Azinor, which is backed by private equity firm Seacrest Capital and owns a portfolio of North Sea assets, discovered the Agar-Plantain fields in 2014 and said on Thursday that it expected to start drilling in the third quarter, pending regulatory approval.
First oil is expected in early 2022 from Agar and Plantain which have "estimated combined mid-case resources of 60 million barrels oil equivalent, with an upside case of 98 million barrels oil equivalent", Azinor said.
The companies did not say how much Cairn Energy paid.
Azinor currently has nine licences in the British North Sea and plans to take part in the upcoming 31st offshore licensing round. Terrell said the company was open to a possible stock market listing.
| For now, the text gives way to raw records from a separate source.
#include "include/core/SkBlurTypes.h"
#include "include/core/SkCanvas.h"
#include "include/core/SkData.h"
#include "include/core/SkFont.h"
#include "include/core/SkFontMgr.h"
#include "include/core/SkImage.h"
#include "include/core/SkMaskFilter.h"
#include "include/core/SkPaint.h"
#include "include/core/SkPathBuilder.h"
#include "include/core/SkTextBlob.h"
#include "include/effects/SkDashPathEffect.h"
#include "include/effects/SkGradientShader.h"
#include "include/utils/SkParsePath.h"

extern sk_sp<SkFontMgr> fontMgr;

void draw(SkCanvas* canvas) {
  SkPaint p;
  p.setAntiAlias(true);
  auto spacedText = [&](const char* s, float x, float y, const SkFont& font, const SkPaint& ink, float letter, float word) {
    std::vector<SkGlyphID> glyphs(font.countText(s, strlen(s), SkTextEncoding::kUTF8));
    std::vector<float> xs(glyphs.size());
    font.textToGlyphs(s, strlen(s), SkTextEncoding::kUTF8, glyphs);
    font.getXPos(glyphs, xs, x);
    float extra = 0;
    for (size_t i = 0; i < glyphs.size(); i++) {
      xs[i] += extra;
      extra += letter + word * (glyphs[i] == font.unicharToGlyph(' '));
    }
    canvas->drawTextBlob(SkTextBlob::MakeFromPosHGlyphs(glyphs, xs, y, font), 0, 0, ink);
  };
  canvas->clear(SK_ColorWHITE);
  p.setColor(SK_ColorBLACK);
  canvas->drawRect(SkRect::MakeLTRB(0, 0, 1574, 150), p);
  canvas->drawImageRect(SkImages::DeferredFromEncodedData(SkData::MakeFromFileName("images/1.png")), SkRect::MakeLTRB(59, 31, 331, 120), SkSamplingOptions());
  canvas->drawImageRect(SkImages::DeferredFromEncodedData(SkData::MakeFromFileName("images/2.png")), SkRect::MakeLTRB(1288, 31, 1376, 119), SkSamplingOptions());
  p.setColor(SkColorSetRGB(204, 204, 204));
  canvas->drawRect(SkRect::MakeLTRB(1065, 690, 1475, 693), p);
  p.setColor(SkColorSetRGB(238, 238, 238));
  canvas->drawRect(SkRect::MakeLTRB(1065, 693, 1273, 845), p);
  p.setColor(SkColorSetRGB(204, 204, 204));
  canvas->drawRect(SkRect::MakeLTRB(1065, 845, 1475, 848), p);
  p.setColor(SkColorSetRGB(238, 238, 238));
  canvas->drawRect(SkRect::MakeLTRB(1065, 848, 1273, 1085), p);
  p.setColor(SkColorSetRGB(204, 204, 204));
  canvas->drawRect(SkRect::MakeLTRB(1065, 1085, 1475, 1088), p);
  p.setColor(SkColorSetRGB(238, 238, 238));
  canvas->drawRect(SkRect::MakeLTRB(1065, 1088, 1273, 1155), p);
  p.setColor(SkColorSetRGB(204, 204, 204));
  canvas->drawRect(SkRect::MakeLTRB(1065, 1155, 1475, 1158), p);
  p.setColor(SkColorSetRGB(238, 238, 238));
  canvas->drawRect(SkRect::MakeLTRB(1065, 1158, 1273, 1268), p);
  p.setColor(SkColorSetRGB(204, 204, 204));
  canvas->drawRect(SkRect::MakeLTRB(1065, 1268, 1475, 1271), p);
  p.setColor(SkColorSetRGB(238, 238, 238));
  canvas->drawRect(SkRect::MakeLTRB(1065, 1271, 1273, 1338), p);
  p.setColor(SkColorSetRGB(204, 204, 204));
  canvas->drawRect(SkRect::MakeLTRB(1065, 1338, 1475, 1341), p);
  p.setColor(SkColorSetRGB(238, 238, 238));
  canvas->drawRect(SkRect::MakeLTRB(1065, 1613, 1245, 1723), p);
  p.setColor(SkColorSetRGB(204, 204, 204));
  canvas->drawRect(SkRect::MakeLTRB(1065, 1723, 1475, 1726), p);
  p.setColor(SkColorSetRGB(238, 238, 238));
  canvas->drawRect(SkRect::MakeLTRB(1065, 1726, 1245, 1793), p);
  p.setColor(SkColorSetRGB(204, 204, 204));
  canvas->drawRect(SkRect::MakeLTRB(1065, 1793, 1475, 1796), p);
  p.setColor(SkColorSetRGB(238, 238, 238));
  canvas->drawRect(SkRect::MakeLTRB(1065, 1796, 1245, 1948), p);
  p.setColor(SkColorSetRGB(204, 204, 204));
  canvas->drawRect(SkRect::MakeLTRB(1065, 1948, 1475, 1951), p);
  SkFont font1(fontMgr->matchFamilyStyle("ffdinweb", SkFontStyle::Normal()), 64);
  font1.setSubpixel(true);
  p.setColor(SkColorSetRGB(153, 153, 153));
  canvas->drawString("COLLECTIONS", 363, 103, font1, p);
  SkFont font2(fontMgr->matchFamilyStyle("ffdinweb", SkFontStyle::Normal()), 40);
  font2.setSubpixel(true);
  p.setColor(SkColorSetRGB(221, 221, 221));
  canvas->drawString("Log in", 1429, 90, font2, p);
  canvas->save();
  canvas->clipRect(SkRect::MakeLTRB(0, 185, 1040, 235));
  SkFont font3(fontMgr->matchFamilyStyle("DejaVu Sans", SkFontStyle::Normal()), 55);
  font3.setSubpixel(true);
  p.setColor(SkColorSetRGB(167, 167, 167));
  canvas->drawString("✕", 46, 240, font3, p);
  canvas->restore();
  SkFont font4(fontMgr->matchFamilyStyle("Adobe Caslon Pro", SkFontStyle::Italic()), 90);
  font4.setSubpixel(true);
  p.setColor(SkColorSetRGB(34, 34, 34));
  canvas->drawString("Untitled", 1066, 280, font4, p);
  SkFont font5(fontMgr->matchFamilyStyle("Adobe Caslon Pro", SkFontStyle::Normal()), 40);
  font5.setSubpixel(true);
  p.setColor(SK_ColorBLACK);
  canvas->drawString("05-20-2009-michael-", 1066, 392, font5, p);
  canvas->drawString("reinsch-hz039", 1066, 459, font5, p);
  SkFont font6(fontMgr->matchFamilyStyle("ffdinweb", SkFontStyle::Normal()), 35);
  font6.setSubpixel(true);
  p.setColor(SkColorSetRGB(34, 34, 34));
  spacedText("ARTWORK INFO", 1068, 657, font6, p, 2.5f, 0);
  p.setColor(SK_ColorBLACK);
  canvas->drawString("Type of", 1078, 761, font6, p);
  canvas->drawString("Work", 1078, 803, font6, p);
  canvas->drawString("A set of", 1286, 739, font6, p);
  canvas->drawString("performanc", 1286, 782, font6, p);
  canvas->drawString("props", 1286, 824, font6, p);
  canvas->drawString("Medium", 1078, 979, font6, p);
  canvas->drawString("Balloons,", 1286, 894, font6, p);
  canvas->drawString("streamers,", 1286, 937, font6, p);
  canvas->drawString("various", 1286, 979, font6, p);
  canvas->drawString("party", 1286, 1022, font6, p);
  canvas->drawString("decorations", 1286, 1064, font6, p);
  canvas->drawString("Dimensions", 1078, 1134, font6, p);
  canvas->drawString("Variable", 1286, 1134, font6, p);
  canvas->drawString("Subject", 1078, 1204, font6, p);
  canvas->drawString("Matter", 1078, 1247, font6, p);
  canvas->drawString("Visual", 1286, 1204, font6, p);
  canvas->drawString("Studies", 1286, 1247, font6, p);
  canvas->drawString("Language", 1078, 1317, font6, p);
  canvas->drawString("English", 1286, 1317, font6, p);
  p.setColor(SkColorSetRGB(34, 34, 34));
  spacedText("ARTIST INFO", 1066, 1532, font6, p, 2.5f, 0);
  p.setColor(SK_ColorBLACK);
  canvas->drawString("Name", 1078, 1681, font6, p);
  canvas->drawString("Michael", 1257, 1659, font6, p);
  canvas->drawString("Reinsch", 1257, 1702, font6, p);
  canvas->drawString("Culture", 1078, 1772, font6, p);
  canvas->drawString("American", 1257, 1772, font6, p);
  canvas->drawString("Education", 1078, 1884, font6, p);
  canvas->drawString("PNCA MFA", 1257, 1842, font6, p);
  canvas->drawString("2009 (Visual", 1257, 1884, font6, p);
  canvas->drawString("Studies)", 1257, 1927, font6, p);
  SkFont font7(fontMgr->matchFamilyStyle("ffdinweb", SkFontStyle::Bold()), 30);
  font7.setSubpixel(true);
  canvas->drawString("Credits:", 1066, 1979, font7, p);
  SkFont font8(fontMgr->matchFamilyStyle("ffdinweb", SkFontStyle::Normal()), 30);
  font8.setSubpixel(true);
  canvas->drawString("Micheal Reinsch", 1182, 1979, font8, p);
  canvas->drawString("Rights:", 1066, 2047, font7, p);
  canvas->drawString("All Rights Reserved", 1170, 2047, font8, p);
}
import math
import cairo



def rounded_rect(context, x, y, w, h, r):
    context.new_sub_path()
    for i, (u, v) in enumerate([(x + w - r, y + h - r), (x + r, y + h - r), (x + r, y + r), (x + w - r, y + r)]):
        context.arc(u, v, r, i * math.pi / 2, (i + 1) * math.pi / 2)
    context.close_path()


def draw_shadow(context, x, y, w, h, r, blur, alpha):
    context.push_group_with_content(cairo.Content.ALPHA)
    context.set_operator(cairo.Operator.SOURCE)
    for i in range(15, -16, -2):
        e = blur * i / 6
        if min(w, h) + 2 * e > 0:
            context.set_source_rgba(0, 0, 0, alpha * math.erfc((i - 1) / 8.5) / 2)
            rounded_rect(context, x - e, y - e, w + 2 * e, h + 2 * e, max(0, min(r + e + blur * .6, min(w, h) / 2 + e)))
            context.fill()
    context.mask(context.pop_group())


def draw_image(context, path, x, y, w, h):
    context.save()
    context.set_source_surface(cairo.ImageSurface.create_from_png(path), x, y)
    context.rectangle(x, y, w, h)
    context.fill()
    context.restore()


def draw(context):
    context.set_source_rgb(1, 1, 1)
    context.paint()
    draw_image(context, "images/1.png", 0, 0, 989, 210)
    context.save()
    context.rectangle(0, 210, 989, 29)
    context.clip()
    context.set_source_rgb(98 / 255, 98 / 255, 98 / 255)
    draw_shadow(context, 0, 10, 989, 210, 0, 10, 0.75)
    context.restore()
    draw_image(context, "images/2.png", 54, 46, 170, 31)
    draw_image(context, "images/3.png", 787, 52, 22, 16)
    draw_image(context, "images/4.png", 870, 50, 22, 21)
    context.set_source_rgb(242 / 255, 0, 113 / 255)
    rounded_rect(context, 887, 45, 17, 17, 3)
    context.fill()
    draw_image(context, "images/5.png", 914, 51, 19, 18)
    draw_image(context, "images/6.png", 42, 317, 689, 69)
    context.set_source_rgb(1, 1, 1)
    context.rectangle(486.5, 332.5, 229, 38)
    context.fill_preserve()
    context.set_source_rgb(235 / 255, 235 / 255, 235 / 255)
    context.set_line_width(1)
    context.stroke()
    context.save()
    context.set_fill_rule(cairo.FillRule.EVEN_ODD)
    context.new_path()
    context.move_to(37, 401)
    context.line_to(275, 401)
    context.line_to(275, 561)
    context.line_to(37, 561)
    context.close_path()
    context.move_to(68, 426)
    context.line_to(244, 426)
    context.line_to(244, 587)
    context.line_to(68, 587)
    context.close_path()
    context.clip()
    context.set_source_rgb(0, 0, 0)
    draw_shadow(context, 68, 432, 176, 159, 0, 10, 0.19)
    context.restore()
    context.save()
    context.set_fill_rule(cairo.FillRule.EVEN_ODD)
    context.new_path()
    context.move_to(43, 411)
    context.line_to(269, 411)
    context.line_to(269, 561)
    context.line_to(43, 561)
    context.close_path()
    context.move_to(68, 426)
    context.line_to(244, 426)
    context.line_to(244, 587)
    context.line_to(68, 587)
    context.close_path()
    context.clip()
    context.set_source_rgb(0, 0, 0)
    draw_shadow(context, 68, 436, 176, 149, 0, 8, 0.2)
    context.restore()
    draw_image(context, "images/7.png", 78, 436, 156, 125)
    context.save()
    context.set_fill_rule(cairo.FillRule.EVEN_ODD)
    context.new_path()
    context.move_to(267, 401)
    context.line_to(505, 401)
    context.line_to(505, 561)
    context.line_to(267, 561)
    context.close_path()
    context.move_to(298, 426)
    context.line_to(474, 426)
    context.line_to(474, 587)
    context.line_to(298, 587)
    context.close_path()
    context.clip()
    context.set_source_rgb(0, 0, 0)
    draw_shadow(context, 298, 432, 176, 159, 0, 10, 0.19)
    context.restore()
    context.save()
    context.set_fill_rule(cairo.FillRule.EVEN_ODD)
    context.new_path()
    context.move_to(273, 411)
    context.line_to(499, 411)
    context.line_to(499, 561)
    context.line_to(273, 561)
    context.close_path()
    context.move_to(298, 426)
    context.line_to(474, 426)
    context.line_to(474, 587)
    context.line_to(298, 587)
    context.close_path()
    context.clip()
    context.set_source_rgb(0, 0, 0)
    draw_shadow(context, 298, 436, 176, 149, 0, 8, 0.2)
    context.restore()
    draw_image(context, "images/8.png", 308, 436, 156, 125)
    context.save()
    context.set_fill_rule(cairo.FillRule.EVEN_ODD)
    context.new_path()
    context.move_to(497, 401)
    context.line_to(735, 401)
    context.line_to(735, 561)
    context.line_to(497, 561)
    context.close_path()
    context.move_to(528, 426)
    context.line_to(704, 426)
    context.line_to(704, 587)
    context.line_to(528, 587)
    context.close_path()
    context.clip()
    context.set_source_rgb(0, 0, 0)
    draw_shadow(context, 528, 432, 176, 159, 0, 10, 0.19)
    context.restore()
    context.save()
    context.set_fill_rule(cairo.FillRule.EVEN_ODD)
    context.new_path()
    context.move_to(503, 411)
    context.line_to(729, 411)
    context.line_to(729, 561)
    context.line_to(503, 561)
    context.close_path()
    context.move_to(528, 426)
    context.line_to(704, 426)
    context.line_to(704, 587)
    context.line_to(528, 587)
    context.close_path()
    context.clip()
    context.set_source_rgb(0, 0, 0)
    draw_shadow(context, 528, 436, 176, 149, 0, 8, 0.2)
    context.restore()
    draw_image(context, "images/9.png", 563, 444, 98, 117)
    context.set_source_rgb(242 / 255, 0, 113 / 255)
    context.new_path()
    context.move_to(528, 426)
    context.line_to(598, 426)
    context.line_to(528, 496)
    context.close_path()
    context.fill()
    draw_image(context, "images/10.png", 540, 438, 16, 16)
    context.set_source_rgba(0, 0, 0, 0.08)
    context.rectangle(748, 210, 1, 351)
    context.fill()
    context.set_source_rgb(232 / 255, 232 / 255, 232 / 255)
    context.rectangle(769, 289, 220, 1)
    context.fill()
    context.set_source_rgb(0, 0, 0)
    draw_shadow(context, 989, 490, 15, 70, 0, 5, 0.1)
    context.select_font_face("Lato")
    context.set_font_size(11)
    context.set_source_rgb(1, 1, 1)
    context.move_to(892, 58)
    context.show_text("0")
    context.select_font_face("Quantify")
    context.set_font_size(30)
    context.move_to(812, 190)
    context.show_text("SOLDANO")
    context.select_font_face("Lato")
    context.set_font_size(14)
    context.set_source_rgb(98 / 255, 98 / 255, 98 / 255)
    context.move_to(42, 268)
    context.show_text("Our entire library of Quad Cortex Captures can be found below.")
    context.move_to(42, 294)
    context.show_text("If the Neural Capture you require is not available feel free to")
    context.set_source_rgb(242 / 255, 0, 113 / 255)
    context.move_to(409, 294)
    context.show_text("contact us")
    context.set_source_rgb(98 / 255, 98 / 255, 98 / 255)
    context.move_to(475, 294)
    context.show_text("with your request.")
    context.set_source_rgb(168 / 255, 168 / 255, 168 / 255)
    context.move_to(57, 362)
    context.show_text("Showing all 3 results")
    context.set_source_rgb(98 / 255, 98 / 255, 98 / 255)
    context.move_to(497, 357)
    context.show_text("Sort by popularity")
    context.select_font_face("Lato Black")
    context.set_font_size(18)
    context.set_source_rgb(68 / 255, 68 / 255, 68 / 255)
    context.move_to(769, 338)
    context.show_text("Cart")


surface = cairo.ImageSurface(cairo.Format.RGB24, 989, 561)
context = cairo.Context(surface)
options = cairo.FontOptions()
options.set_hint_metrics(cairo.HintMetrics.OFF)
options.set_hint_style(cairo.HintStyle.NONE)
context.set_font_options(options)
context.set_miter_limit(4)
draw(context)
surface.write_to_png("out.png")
"Yes, that's certainly a possiblity. We're aggressively growing, increasing the value of our company and we will be pursuing a range of sources of capital... Seacrest have been a great investor for us and will continue to be so no doubt but clearly the capital markets are opening."
Renewed interest in North Sea assets was highlighted last month when Royal Dutch Shell , BP and Norway's Equinor as well as smaller independent oil producers including Siccar Point, Chrysaor and Premier Oil were awarded 229 blocks in the British North Sea.
Azinor is planning to sell further stakes next year as it prepares to drill more wells across its portfolio.